Beyond the office walls: Work design configurations for task performance across on?site, hybrid and remote forms of work

Jun 27th, 2024 | By | Category: RSS Feed


Despite alternative work arrangements becoming more prevalent, existing work design approaches are mostly based on research and practice of traditional on-site work. Struggles with capturing employee performance are reported across different off-site, non-traditional forms of work, such as remote and hybrid. This article performs a comprehensive fuzzy set qualitative comparative analysis to juxtaposing different configurations of job characteristics across forms of work. Our multi-source study is based on a matched sample of 1215 diverse working personnel (with supervisors, who evaluated employee performance) in Montenegro. Based on the pathways leading to task performance in different forms of work, we develop propositions centered on the key principles of designing traditional and alternative, non-traditional forms of work. While we confirm the importance of enriched work design, several specific characteristics and their accompanying configurations (including compensatory effects) are highlighted with regard to the task performance achieved. These include high levels of task identity for all three forms of work (on-site, hybrid and remote). Work performed in a traditional on-site setting additionally requires greater task variety. Conversely, remote work requires high information processing and social support.
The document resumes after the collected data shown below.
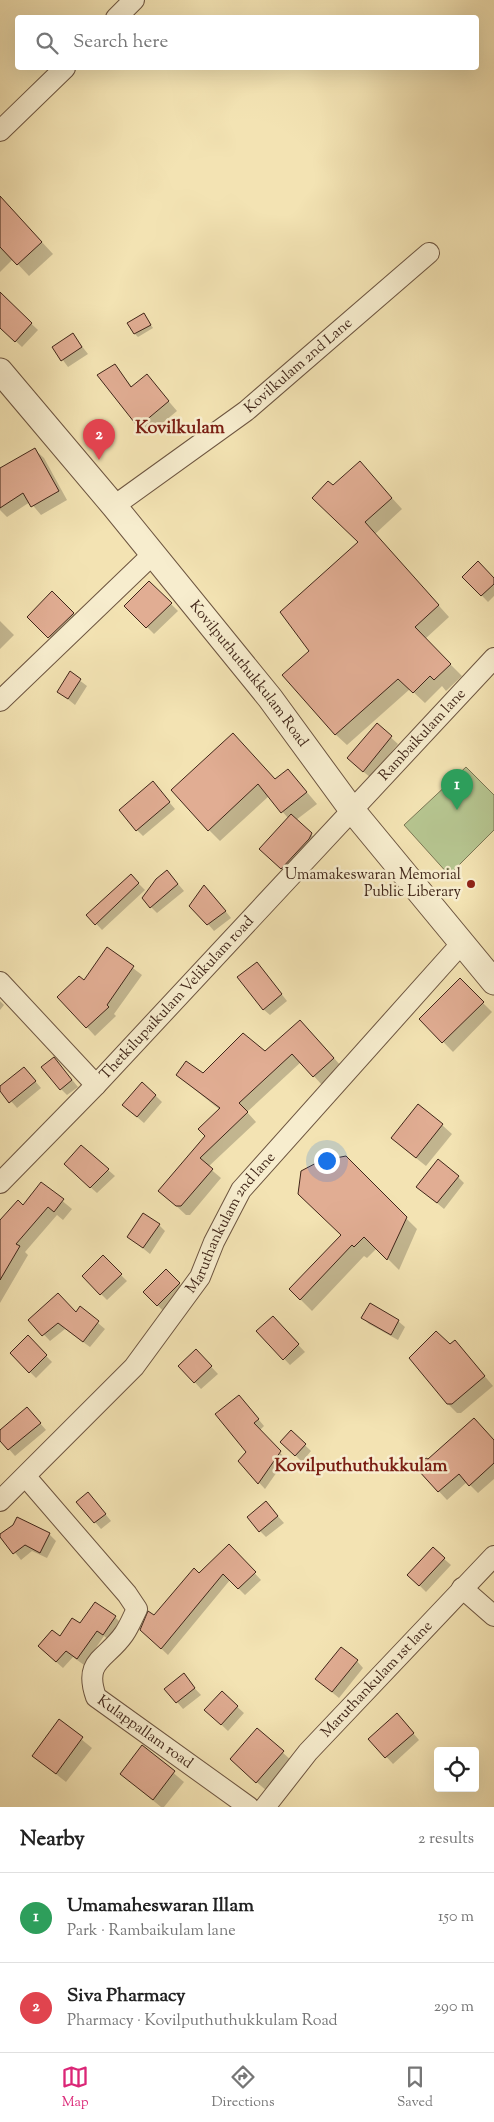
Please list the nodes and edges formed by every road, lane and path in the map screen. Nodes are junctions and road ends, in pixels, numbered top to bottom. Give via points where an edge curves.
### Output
1 (134, 0) edge
2 (119, 15) edge
3 (63, 70) edge
4 (0, 130) edge
5 (429, 253) dead end
6 (0, 371) edge
7 (114, 506) junction
8 (152, 555) junction
9 (494, 658) edge
10 (0, 701) edge
11 (352, 810) junction
12 (461, 944) junction
13 (0, 982) edge
14 (494, 982) edge
15 (96, 1084) junction
16 (0, 1183) edge
17 (26, 1477) junction
18 (0, 1501) edge
19 (494, 1556) edge
20 (462, 1588) junction
21 (494, 1616) edge
22 (249, 1807) edge
23 (265, 1807) edge

1 - 2 street
3 - 4 street
5 - 7 street, Kovilkulam 2nd Lane via 246,411
6 - 7 street, Kovilputhuthukkulam Road
7 - 8 street, Kovilputhuthukkulam Road
8 - 10 street
8 - 11 street, Kovilputhuthukkulam Road via 270,698
9 - 11 street, Rambaikulam lane
11 - 12 street, Kovilputhuthukkulam Road
11 - 15 street, Thetkilupaikulam Velikulam road
12 - 14 street, Kovilputhuthukkulam Road
12 - 17 street, Maruthankulam 2nd lane via 241,1190 200,1277 134,1367
13 - 15 street
15 - 16 street, Thetkilupaikulam Velikulam road
17 - 18 street, Maruthankulam 2nd lane
17 - 22 street, Kulappallam road via 137,1609 124,1634 95,1665 90,1681 96,1697
19 - 20 street, Maruthankulam 1st lane
20 - 21 street
20 - 23 street, Maruthankulam 1st lane via 308,1752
The hybrid model calls for the most complicated work design that combines essential elements of both the on-site and remote work paradigms, namely task variety and information processing, and also for enhanced mechanisms for job feedback. Hybrid work is a universal social phenomenon still on the uptake that likely represents the future of work, and since it combines traditional settings with information and communication technologies, we also emphasise the importance of field-bridging future research of information systems and organisational design areas.